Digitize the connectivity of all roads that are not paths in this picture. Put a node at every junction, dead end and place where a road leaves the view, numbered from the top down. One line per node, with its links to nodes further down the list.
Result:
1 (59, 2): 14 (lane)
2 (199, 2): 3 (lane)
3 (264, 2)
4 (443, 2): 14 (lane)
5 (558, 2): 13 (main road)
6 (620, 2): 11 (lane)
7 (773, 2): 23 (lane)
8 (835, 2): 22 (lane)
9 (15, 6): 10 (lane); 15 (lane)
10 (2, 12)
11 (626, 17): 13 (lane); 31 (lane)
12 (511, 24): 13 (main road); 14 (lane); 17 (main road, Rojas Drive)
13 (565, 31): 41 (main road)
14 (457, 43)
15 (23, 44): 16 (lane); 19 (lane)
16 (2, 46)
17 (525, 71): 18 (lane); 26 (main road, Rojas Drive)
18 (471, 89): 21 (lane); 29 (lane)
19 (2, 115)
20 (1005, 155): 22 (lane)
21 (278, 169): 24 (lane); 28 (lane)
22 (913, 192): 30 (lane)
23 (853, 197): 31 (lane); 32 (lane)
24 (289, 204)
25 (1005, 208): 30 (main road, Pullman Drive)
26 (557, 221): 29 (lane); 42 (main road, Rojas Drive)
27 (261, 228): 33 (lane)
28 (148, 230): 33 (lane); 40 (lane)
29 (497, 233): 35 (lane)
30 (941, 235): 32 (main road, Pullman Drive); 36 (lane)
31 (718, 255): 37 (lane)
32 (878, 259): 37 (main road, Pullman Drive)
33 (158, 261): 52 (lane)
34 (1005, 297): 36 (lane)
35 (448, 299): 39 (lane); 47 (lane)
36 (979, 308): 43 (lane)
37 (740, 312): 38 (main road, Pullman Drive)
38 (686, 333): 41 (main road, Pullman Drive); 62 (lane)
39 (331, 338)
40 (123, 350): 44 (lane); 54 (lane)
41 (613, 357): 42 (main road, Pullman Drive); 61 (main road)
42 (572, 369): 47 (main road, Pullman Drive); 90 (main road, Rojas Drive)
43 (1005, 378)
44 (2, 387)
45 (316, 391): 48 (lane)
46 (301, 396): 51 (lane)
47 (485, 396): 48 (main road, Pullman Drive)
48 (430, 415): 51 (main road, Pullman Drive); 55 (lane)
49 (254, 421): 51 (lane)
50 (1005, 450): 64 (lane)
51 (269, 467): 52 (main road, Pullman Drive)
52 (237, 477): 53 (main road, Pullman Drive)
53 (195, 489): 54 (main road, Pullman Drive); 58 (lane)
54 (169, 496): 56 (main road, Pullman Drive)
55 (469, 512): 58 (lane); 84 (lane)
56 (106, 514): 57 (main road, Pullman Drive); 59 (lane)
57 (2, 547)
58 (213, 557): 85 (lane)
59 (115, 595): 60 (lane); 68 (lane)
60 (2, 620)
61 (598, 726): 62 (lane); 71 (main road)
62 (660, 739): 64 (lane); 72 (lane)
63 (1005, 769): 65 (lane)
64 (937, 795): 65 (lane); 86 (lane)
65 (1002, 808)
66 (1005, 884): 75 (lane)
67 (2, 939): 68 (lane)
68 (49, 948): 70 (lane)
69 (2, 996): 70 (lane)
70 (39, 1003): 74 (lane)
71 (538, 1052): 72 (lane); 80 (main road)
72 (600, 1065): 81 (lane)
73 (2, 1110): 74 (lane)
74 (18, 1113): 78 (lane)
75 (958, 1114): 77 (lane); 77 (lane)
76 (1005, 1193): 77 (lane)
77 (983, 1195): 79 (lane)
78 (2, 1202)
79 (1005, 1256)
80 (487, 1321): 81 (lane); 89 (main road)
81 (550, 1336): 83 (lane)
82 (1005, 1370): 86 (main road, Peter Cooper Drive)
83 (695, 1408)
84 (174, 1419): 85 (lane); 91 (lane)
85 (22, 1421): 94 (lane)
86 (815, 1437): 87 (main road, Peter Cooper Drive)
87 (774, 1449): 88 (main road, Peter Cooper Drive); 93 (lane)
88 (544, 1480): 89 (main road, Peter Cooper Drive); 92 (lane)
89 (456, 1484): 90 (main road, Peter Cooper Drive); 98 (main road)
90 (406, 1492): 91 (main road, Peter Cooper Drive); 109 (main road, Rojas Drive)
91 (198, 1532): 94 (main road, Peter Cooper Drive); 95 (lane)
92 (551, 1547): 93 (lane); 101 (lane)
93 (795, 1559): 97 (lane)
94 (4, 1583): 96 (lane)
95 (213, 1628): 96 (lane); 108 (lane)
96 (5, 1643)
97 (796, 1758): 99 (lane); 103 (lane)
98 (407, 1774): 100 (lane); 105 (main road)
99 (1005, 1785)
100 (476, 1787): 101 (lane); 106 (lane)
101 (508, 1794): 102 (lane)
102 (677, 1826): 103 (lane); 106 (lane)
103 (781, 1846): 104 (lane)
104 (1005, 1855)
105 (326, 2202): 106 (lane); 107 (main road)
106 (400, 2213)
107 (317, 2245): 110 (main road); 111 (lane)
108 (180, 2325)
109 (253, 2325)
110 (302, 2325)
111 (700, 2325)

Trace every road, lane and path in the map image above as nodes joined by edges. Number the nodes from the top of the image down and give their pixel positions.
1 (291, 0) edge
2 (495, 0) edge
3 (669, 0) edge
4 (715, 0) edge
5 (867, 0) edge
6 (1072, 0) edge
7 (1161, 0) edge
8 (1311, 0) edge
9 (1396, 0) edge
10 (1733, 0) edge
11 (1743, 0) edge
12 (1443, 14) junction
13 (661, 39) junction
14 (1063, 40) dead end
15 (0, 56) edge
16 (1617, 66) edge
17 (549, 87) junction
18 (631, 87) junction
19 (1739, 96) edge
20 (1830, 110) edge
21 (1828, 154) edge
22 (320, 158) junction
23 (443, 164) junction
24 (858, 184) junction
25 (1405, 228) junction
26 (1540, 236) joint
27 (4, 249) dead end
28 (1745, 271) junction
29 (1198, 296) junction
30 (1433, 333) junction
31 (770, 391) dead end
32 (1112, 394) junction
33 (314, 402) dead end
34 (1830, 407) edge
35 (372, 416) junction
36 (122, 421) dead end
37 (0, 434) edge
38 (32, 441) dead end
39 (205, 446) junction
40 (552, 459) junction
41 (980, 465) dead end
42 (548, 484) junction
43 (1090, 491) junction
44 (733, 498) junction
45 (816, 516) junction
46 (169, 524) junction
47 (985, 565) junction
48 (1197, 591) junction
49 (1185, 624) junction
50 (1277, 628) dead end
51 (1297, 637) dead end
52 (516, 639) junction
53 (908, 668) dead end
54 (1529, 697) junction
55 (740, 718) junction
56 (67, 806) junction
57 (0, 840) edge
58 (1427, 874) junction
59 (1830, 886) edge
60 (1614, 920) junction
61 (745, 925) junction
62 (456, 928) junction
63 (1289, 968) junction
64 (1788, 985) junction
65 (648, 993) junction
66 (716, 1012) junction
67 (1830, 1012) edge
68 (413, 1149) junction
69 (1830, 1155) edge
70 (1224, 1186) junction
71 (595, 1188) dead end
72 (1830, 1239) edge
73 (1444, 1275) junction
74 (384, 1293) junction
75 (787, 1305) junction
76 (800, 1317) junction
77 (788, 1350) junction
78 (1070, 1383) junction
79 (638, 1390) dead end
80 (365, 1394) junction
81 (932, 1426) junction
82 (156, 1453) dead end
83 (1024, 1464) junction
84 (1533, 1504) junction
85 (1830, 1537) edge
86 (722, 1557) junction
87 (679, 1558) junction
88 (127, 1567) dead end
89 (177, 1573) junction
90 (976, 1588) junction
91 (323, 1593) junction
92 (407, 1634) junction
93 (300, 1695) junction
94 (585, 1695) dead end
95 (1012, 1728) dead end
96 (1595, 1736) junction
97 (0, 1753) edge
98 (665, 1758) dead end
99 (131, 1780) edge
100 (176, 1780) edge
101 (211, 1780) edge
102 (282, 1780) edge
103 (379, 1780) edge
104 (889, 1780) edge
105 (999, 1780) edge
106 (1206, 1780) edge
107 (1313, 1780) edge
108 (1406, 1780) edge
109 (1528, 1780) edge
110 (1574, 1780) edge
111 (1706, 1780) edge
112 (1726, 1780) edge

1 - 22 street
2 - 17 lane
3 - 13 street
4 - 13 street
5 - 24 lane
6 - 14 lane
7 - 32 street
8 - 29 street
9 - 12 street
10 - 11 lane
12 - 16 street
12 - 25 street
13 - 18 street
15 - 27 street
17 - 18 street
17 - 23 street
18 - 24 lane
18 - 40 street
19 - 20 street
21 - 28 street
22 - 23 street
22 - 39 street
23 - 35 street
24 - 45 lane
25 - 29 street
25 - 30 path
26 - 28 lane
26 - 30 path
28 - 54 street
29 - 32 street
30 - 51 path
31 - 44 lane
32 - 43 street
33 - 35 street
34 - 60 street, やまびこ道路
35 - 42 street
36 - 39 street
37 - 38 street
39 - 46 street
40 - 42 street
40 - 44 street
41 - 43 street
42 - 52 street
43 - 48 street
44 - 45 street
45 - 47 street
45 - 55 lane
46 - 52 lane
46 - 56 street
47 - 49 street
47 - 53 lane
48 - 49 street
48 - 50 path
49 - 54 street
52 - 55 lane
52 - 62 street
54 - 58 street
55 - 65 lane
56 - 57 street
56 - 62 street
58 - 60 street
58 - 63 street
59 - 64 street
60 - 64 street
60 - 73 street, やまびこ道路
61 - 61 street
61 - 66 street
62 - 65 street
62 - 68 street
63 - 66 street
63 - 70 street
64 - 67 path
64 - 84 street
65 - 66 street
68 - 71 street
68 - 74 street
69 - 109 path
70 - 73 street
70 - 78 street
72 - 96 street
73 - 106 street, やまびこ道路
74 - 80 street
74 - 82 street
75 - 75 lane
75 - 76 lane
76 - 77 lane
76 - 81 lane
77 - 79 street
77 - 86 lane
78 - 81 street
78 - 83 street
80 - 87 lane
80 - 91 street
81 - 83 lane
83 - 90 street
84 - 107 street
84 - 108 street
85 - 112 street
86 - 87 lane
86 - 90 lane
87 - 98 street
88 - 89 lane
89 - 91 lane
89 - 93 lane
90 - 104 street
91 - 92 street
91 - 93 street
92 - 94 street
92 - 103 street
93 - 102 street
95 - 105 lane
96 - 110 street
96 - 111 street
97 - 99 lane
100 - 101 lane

◇ ◇ ◇ ◇

Your answer must consist of every line from the listing that holds the string "Rojas".

12 (511, 24): 13 (main road); 14 (lane); 17 (main road, Rojas Drive)
17 (525, 71): 18 (lane); 26 (main road, Rojas Drive)
26 (557, 221): 29 (lane); 42 (main road, Rojas Drive)
42 (572, 369): 47 (main road, Pullman Drive); 90 (main road, Rojas Drive)
90 (406, 1492): 91 (main road, Peter Cooper Drive); 109 (main road, Rojas Drive)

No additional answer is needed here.